In 373 patients with HFRS, 115 patients combined bacterial co-infection (37 patients in severe group and 78 patients in mild group). The incidence of secondary bacterial co-infection of patients in the hospital was 30.8%, generally occurring on days 7–10 of the virus infection. The level of serum ferritin in patients with bacterial co-infection was significantly higher than that in patients with non-bacterial co-infection. The median serum ferritin level in 115 patients with bacterial co-infection [2,799.0 ng/ml (range 1,542.8–5,941.7 ng/ml)] was higher than that in 258 patients with non-bacterial co-infection [807.85 ng/ml (range 515.1–1,358.8 ng/ml)] (p < 0.001, Table 3). The AUC value of serum ferritin for predicting bacterial co-infection was 0.54 (95% CI 0.477–0.602, p = 0.214).
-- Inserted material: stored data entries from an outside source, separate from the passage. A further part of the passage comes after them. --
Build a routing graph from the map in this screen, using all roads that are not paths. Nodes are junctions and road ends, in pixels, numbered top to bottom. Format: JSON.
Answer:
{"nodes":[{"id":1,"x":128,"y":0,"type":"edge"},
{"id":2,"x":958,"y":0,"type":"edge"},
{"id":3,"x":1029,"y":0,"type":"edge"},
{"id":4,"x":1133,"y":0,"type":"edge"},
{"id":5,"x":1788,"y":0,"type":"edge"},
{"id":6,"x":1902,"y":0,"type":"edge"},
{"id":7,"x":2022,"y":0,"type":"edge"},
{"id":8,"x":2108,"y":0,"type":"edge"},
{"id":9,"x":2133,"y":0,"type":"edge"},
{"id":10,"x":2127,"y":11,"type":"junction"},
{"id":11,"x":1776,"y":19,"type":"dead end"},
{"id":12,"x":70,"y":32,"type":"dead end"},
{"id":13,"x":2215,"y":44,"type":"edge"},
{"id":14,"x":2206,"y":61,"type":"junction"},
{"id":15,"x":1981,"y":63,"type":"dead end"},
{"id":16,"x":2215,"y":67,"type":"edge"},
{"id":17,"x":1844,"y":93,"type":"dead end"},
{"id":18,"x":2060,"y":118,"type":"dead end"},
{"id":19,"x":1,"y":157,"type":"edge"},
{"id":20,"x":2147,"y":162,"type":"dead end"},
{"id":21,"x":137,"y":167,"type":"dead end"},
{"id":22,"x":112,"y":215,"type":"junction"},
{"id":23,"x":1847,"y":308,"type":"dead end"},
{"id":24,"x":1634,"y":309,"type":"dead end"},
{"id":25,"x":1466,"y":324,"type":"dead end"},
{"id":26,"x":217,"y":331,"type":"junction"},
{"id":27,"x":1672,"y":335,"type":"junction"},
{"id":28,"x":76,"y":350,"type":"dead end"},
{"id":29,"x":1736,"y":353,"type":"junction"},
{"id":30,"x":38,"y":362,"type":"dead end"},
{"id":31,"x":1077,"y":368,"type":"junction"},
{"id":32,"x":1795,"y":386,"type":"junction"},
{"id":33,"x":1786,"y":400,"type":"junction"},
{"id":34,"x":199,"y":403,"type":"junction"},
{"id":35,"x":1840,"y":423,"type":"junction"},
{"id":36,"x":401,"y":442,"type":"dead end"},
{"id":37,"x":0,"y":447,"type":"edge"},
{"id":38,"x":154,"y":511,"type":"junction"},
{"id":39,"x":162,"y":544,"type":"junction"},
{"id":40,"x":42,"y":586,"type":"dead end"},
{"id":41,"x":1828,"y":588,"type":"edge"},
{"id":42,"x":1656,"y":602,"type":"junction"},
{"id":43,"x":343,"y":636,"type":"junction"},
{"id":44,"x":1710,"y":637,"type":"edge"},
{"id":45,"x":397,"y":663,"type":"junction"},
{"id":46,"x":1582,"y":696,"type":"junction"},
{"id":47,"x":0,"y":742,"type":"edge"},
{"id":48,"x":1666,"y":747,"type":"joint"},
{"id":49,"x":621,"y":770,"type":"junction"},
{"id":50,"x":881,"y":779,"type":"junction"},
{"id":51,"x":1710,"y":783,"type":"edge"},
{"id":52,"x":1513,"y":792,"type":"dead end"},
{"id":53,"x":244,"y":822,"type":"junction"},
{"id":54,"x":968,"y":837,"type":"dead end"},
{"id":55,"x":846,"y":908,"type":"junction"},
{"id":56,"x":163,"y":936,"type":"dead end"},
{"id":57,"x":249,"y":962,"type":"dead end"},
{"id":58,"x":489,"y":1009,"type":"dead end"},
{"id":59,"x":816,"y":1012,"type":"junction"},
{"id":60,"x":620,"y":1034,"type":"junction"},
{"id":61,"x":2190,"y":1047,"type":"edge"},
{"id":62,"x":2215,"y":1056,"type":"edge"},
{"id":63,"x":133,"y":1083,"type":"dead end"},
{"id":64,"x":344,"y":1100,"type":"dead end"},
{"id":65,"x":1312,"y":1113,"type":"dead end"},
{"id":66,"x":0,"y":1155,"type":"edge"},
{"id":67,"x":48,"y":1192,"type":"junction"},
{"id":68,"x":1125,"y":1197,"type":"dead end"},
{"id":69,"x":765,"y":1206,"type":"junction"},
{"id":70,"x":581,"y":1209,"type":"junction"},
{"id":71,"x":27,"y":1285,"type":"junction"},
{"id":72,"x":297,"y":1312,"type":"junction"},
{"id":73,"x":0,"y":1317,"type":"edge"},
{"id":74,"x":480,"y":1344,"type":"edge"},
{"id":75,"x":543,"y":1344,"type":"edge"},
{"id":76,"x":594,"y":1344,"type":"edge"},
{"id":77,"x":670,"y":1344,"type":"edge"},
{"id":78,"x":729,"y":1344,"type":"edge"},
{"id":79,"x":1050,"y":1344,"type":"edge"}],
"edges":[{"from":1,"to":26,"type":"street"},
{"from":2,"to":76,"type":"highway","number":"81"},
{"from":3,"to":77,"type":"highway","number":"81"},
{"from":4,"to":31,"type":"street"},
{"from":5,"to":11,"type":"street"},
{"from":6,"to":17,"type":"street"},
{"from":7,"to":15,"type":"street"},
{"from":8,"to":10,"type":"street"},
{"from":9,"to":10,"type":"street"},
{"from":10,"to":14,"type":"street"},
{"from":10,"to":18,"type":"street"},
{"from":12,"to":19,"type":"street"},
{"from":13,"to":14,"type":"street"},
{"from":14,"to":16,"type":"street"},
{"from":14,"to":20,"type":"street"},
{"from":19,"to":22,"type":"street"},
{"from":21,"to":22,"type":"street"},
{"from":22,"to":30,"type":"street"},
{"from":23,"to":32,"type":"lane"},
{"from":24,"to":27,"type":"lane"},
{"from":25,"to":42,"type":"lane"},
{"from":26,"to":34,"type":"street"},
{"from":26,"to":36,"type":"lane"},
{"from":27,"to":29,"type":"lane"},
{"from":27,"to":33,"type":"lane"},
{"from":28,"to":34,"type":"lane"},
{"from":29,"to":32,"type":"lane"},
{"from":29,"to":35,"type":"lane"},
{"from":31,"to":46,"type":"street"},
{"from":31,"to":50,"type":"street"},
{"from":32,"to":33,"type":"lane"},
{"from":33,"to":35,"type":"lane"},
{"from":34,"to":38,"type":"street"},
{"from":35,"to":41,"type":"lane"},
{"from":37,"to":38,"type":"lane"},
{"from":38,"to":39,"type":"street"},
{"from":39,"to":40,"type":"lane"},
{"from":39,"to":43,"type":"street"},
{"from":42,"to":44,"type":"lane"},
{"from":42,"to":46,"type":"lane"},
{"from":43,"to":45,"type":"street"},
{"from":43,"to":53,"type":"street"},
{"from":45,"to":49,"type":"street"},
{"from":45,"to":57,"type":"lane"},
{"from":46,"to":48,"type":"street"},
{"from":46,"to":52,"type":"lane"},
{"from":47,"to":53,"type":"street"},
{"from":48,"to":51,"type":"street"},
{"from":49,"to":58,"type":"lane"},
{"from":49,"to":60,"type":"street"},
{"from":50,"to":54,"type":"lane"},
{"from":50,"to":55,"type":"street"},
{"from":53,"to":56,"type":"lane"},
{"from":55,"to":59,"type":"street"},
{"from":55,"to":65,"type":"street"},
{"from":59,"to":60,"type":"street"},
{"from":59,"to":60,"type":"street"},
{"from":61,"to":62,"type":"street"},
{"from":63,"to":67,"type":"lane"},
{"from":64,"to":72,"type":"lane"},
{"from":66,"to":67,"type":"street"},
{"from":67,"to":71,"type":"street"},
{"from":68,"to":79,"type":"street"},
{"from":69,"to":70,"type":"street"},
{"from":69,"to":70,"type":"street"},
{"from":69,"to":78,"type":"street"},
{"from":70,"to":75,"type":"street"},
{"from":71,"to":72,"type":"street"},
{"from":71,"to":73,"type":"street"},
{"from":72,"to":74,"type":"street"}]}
Procalcitonin and CRP in patients with bacterial co-infection were significantly higher than those in patients with non-bacterial co-infection (both p < 0.001, Table 4). The median PCT and CRP levels in 115 patients with bacterial co-infection [2.09 ng/ml (range 0.99–3.6 ng/ml) and 43.2 mg/l (range 20.5–75.3 mg/l)] were higher than those in 258 patients with non-bacterial co-infections [0.99 ng/ml (range 0.63–2.00 ng/ml) and 26.4 mg/l (range 14.2–46.3 mg/l), respectively, both p < 0.001] (Table 4). The AUC values of PCT and CRP for predicting bacterial co-infection were 0.527 (95% CI 0.464–0.589, p = 0.401) and 0.588 (95% CI 0.525–0.652, p = 0.005), respectively (Figure 2 and Table 5). These results showed that CRP can be used as a potential biomarker to predict bacterial co-infection in patients with HFRS.

TABLE 4

Table 4. Demographics and clinical and laboratory data at admission in the patients with and without bacterial infection*.

FIGURE 2

Figure 2. Receiver operating characteristics curve showing the performance of serum ferritin as a predictor of bacterial co-infection. The AUC of serum ferritin = 0.540, the AUC of PCT = 0.527, and the AUC of CRP = 0.588, only p_CRP < 0.01.

TABLE 5

Table 5. Predictive values of parameters for the bacterial infection of HFRS*.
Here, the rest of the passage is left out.